In the first years, on every Sunday after the sermon, the local regiment would drill outside the church. After 1774 this location was changed in favour of special exercise or parade grounds, with annual musters of 12 days. At these places the "tent houses" were built.

Each larger farm or a number of smaller farms was obliged to supply one fully equipped soldier. This farm or group of farms was called a legd. One person was then appointed to do the service for the legd.

Ytre Valdreske Kompagni had an exercise or parade ground located by the river, close to Bagn Church in Sør-Aurdal Municipality. The regimental arsenal is now located at Bagn Bygdesamling.

Granske Kompagni had its exercise ground at Granavollen in Gran Municipality. The regimental arsenal is now located at the Hadeland Folkemuseum.

==Historical context==
Northwestern Europe witnessed warfare on a scale not previously experienced during the period between 1558 and 1721. Military change was rapid and extensive in Norway, modifying the army structure and increasing the fortification of the borders and strong points. The burdens placed on the populace grew dramatically.

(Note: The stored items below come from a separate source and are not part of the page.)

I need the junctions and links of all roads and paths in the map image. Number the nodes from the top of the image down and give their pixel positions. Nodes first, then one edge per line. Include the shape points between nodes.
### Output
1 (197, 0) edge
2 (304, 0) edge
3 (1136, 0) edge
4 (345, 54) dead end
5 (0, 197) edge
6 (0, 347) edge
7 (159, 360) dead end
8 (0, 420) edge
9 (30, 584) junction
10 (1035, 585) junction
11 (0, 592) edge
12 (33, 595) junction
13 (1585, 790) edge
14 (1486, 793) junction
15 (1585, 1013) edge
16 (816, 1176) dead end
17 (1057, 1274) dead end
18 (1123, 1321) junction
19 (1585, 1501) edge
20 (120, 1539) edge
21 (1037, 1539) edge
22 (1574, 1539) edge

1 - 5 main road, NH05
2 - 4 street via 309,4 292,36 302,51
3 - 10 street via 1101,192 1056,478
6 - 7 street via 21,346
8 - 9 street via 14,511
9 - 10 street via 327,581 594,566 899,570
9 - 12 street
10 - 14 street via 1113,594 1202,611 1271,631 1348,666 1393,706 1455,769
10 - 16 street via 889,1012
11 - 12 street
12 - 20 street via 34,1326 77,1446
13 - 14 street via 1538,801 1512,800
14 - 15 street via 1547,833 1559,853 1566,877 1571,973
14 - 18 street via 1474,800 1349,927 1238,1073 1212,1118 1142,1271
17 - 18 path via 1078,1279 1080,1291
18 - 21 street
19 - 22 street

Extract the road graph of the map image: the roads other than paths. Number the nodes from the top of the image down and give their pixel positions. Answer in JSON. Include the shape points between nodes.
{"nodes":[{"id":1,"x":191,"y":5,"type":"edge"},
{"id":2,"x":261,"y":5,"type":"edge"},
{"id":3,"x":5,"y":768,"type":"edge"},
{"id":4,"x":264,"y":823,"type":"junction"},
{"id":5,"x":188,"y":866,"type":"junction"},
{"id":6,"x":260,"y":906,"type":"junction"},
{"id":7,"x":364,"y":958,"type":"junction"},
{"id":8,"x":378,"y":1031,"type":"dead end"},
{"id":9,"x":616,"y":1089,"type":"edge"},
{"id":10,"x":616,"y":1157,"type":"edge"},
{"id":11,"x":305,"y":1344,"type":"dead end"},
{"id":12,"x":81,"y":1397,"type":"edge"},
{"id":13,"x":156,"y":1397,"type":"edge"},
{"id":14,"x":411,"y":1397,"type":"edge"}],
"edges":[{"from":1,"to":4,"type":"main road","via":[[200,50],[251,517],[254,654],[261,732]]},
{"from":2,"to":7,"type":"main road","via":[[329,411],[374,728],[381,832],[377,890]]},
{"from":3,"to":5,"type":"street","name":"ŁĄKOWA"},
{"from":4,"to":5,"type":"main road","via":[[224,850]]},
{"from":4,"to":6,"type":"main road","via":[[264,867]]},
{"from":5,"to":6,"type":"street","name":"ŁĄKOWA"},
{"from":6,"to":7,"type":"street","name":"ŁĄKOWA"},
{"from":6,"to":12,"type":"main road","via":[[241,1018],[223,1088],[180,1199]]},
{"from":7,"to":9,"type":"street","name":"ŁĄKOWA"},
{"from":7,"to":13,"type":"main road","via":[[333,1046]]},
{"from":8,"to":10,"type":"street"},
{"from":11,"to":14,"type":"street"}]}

The Norwegian regimental army was established during the Thirty Years' War, which consisted of a series of declared and undeclared wars based on religious and economic objectives that raged throughout central and northern Europe in 1618–1648. Denmark-Norway actively participated in the Thirty Year War (see Hannibal War) between 1625 and 1630. The French, English and Dutch opposed the Habsburg Empire. When the Empire attacked Danish possessions on the Baltic and in northern Germany, Christian IV of Denmark's troops joined, but were defeated by the army of the Catholic League.